* **Exercise brief**
Could you print the data that follows exactly as given?

* **Dataset extract**
Segment Open
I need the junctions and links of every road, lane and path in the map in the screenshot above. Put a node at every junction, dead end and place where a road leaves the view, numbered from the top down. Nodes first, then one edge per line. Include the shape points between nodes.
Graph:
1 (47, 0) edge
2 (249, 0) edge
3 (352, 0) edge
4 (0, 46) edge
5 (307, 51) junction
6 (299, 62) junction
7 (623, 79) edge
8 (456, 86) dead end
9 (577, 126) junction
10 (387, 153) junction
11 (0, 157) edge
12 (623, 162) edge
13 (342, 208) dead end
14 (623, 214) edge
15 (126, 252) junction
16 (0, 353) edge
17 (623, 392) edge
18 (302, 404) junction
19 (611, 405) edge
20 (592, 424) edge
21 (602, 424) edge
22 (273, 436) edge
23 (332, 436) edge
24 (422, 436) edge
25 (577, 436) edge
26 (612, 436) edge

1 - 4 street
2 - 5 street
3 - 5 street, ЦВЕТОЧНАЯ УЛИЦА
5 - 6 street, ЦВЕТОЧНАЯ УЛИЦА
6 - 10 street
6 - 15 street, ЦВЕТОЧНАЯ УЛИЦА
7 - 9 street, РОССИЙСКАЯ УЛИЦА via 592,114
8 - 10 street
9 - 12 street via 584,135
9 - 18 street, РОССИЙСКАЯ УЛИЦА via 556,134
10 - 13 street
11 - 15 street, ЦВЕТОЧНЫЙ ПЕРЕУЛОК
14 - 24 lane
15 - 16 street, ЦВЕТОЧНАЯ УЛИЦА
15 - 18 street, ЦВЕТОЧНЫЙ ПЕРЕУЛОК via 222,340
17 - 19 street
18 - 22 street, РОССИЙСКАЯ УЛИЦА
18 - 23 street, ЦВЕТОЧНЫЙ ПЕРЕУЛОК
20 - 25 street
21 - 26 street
Segment Closed
* **Output for this exercise**
I need the junctions and links of every road, lane and path in the map in the screenshot above. Put a node at every junction, dead end and place where a road leaves the view, numbered from the top down. Nodes first, then one edge per line. Include the shape points between nodes.
Graph:
1 (47, 0) edge
2 (249, 0) edge
3 (352, 0) edge
4 (0, 46) edge
5 (307, 51) junction
6 (299, 62) junction
7 (623, 79) edge
8 (456, 86) dead end
9 (577, 126) junction
10 (387, 153) junction
11 (0, 157) edge
12 (623, 162) edge
13 (342, 208) dead end
14 (623, 214) edge
15 (126, 252) junction
16 (0, 353) edge
17 (623, 392) edge
18 (302, 404) junction
19 (611, 405) edge
20 (592, 424) edge
21 (602, 424) edge
22 (273, 436) edge
23 (332, 436) edge
24 (422, 436) edge
25 (577, 436) edge
26 (612, 436) edge

1 - 4 street
2 - 5 street
3 - 5 street, ЦВЕТОЧНАЯ УЛИЦА
5 - 6 street, ЦВЕТОЧНАЯ УЛИЦА
6 - 10 street
6 - 15 street, ЦВЕТОЧНАЯ УЛИЦА
7 - 9 street, РОССИЙСКАЯ УЛИЦА via 592,114
8 - 10 street
9 - 12 street via 584,135
9 - 18 street, РОССИЙСКАЯ УЛИЦА via 556,134
10 - 13 street
11 - 15 street, ЦВЕТОЧНЫЙ ПЕРЕУЛОК
14 - 24 lane
15 - 16 street, ЦВЕТОЧНАЯ УЛИЦА
15 - 18 street, ЦВЕТОЧНЫЙ ПЕРЕУЛОК via 222,340
17 - 19 street
18 - 22 street, РОССИЙСКАЯ УЛИЦА
18 - 23 street, ЦВЕТОЧНЫЙ ПЕРЕУЛОК
20 - 25 street
21 - 26 street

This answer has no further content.